Do you struggle to connect with others? If so that fight might have something to do with where you have placed your focus. When we meet people, we inherently put our radar up. We immediately scan how different we are from each other.

I remember years ago being encouraged to host a couple’s bible study. I was super excited until I saw one particular couple; Edward and Susan had enrolled in the group. They were what I called heavy hitters in the church. I was sure they would attract more couples like them. These were people I had labeled as very different from me. A couple we would never pick as our friends, nor would expect them to desire our friendship.

My mind was so focused on what made us different; I refused to look at what made us the same. For example, if one had a particular struggle in life – Edward and Susan had the perfect verse all memorized and ready. For me, I struggled with memorizing verses. Talk about great prayers – they could pray these long, eloquent prayers with big powerful words – mine were more along the lines of – “Hi God – It is me.” This pair dressed up – I wore jeans. Bible reading was a daily practice in their lives, and at that time I read the bible only to do my homework for our small group.

When we focus on what makes us different, we fail to connect.

At first, I struggled to connect with this couple, but as I grew to know them, I found we had so many similarities that made us the same. Our biggest similarity was our love for GOD.

The differences that I let divide us at first ended up being places of growth and comfort in my life.

Don’t let focusing on differences keep you from connecting with other people.  Look for what makes us all the same.

This video says it all.

Face your struggle of connecting with others. Focus on your sameness.

Is it difficult for you to focus on what you have in common?

We would love to have you join our community.

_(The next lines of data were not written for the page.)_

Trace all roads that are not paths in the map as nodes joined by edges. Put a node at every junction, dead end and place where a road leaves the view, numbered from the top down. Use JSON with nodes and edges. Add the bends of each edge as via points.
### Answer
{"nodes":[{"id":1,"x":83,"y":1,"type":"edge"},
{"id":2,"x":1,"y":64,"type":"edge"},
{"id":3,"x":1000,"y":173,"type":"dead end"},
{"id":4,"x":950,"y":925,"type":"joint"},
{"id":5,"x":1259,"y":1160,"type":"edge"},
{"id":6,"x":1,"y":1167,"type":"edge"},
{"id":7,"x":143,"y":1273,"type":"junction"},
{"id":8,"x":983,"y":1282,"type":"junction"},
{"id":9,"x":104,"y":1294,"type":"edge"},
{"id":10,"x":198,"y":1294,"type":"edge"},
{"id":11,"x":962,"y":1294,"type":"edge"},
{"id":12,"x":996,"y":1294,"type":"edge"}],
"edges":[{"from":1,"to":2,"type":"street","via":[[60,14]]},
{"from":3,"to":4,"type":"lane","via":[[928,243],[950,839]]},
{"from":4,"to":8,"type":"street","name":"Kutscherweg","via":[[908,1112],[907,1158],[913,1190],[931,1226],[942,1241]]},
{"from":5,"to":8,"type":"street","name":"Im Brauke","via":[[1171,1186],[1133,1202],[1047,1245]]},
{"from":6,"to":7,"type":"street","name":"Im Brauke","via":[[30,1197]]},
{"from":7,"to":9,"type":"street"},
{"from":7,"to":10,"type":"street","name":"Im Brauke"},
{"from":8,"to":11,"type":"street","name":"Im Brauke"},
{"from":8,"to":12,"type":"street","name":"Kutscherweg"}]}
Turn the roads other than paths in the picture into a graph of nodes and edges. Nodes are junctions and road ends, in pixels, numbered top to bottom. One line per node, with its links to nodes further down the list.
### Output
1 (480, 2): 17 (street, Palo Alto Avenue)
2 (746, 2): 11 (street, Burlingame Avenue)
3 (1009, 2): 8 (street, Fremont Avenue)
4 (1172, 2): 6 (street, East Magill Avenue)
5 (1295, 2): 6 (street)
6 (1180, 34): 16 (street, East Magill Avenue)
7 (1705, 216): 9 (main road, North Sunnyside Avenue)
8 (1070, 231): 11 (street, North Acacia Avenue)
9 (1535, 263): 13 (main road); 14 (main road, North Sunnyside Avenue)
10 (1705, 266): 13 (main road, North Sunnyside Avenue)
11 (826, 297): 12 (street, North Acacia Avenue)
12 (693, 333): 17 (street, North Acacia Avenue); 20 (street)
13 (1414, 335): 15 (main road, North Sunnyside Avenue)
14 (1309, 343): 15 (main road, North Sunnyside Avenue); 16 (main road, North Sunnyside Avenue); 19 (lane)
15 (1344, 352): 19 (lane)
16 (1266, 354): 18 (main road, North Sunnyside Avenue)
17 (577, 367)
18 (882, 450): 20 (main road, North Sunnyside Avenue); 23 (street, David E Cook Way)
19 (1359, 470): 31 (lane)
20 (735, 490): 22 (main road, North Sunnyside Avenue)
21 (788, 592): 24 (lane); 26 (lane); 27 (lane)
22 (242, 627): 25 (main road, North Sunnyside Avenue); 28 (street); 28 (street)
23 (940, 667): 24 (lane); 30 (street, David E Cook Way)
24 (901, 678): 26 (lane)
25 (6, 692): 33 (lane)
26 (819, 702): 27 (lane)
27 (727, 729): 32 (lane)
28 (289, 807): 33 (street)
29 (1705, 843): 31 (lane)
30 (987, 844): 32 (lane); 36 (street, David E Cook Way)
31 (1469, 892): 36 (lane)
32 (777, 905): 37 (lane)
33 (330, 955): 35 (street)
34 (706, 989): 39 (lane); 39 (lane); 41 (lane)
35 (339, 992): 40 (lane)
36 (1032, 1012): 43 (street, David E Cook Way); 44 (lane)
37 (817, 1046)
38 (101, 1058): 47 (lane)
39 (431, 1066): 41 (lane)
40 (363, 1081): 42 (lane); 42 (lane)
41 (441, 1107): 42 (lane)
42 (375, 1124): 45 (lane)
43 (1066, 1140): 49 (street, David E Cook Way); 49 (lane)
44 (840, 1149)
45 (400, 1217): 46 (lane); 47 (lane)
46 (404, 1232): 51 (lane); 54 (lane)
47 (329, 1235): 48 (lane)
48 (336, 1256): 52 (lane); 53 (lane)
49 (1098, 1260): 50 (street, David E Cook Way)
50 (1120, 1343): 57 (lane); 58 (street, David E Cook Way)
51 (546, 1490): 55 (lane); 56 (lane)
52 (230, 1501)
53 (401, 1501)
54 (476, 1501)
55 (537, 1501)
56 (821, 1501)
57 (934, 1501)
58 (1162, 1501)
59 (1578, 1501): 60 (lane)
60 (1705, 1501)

Embracing the Unexpected | Maree Dee

Subscribe today and never miss a post.

 

 


 

We would love to hear your thoughts.

This site uses Akismet to reduce spam. Learn how your comment data is processed.

32 Comments

  1. I’m currently in a stage of having to get to know new people. We’d been church orphans for a year and a half (still going but trying to find the right one) until we finally found our “home” last fall. It can be difficult to make new friends at 40. I go through spurts of being excited and being frustrated. Mostly, I’ve learned to lean on God and step out of my comfort zones, pushing myself to do what doesn’t come naturally for me. Blessings ALWAYS come from that. Focusing on what you have in common when forging friendships is great advice!

    Thanks for sharing at the #LMMLinkup.

    1. Brandi – Who would have thought when we are older it would feel so strange to make new friends? I guess it is something we never quite outgrow.

      We are looking for a place to retire, and I visit a place quite often that we are considering. Last year I set out to make some friends in this new location. It felt so strange. I would never have expected that. You are so right we have to step out of our comfort zones.

      It ‘s hard finding a new church. I am so glad you landed on a place.

      Blessings,

      Maree

  2. I think looking for the similarities we have is good in many areas, especially people with different political views. Great words!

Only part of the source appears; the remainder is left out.